EXERCISE REQUIREMENTS:
The lines to be copied run from the one containing "Which roads connect where in the map" to the end of the material below; reproduce them exactly, including both ends, and nothing more.

DATA:
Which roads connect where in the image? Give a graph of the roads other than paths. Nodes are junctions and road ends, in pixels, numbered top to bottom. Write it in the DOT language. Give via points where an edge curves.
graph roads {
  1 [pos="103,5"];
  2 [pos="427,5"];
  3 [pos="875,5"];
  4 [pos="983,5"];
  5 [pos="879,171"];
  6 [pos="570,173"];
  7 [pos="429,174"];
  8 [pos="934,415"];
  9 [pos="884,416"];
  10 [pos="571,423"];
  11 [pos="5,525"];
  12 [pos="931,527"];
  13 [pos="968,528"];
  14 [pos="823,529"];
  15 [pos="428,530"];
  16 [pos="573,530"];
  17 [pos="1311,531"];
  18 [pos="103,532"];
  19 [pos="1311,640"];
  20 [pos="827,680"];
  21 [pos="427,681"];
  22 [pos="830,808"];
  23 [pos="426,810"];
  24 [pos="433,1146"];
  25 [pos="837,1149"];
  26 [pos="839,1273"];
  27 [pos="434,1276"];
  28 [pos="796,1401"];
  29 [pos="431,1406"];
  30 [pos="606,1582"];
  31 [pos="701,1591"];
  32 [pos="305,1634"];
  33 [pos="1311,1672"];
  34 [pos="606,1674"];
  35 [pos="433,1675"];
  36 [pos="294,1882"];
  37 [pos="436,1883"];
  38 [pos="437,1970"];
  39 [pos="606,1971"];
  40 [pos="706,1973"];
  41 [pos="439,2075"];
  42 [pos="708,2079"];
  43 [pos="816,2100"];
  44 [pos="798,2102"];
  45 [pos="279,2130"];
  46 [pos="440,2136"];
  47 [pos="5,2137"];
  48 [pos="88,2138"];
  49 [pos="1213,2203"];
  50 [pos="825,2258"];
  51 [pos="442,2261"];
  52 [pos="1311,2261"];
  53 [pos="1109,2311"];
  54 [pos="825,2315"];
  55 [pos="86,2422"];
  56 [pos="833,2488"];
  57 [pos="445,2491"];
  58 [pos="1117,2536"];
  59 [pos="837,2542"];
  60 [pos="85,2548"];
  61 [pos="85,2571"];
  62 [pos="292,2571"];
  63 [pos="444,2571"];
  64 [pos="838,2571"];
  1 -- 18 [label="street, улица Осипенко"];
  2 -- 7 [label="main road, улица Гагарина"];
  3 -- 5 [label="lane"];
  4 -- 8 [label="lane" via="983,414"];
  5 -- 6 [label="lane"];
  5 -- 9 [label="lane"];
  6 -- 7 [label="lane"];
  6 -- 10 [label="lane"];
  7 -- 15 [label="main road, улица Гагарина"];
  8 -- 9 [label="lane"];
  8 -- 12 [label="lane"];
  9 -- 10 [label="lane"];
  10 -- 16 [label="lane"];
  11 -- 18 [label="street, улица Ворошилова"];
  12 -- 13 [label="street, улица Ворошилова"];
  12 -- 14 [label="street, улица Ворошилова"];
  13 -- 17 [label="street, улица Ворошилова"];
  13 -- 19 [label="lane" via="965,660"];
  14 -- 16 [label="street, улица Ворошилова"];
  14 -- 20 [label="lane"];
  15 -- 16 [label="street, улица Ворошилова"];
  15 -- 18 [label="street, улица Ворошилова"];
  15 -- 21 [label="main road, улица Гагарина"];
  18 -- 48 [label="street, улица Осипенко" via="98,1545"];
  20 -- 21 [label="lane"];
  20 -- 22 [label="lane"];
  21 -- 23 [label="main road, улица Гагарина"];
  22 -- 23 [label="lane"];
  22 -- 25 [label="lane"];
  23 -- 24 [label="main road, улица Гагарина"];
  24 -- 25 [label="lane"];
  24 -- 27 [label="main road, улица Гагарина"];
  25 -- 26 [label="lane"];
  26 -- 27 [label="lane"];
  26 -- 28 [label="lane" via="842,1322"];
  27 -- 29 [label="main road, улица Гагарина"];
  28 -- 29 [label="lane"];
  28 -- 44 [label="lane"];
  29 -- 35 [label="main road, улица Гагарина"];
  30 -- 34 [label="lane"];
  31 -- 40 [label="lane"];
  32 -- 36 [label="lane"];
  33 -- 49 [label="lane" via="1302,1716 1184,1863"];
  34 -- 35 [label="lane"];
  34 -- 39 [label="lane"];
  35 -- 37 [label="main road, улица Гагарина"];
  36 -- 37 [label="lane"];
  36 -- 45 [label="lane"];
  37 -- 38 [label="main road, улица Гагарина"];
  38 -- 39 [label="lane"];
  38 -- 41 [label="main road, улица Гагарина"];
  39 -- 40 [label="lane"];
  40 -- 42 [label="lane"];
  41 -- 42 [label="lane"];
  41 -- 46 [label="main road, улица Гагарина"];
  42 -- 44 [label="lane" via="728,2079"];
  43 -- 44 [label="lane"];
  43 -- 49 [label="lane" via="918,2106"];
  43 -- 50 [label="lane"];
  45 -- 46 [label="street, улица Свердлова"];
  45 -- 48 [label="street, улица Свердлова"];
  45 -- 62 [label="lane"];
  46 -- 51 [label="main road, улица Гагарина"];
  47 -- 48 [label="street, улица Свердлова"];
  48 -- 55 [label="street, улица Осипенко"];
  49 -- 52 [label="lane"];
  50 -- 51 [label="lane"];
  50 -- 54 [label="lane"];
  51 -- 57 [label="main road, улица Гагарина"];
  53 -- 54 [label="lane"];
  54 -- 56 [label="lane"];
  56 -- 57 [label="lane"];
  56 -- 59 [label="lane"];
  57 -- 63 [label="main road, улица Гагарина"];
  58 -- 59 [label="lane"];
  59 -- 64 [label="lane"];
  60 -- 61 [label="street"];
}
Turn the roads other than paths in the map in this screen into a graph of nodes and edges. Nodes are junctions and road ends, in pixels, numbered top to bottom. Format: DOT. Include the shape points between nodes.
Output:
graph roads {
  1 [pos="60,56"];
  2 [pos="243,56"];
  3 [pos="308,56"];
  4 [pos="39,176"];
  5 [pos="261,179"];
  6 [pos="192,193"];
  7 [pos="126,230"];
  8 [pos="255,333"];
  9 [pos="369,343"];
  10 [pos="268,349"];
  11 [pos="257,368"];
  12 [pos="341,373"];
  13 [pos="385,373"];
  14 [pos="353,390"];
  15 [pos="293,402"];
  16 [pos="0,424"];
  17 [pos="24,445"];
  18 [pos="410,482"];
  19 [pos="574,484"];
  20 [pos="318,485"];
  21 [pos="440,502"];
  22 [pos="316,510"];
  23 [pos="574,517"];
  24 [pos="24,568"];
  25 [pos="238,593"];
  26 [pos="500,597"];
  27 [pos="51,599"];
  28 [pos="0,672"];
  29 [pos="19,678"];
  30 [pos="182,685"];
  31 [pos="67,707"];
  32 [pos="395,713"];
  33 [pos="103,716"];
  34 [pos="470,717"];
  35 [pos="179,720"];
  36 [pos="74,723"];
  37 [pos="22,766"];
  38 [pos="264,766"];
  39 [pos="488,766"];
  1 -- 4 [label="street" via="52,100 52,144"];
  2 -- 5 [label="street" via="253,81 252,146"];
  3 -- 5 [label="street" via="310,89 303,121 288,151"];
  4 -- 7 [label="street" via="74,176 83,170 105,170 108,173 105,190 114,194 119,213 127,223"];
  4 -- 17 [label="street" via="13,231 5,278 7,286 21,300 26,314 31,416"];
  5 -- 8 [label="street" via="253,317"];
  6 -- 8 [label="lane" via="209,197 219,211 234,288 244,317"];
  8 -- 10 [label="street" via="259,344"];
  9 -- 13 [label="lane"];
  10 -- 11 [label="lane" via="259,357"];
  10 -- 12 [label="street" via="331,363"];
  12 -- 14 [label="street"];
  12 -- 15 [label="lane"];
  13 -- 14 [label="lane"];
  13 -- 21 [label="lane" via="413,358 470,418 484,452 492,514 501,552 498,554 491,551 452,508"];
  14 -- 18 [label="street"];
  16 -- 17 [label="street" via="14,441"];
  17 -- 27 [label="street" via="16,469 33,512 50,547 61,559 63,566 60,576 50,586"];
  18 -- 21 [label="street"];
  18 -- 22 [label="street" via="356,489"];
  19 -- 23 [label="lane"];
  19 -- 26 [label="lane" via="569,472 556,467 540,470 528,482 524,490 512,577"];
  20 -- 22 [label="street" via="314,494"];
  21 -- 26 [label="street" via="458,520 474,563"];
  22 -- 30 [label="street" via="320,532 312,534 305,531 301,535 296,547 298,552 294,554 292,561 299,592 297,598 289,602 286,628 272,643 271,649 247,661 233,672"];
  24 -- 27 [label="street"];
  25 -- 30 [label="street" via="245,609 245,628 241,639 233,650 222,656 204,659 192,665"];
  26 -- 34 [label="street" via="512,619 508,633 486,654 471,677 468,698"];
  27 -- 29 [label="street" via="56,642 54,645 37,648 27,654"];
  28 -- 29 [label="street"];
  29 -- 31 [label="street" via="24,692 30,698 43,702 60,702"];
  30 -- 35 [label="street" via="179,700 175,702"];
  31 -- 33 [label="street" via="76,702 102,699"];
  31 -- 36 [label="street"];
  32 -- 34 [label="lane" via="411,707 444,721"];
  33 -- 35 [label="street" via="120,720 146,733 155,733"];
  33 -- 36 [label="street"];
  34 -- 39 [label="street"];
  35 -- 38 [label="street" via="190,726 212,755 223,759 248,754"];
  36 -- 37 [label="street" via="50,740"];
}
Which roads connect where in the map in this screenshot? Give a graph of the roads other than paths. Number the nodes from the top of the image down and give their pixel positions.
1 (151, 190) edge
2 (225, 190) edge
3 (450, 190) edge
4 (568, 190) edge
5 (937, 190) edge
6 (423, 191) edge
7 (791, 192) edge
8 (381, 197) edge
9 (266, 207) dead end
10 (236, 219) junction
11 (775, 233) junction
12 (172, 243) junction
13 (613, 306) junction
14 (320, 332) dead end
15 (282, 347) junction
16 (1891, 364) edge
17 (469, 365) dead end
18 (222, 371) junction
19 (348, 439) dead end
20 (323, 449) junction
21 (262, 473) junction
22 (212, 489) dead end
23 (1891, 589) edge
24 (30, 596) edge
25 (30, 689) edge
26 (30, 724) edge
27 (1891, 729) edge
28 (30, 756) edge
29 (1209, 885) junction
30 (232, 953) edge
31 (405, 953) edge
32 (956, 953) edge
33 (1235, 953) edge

OUTPUT OF THE EXERCISE:
Which roads connect where in the map in this screenshot? Give a graph of the roads other than paths. Number the nodes from the top of the image down and give their pixel positions.
1 (151, 190) edge
2 (225, 190) edge
3 (450, 190) edge
4 (568, 190) edge
5 (937, 190) edge
6 (423, 191) edge
7 (791, 192) edge
8 (381, 197) edge
9 (266, 207) dead end
10 (236, 219) junction
11 (775, 233) junction
12 (172, 243) junction
13 (613, 306) junction
14 (320, 332) dead end
15 (282, 347) junction
16 (1891, 364) edge
17 (469, 365) dead end
18 (222, 371) junction
19 (348, 439) dead end
20 (323, 449) junction
21 (262, 473) junction
22 (212, 489) dead end
23 (1891, 589) edge
24 (30, 596) edge
25 (30, 689) edge
26 (30, 724) edge
27 (1891, 729) edge
28 (30, 756) edge
29 (1209, 885) junction
30 (232, 953) edge
31 (405, 953) edge
32 (956, 953) edge
33 (1235, 953) edge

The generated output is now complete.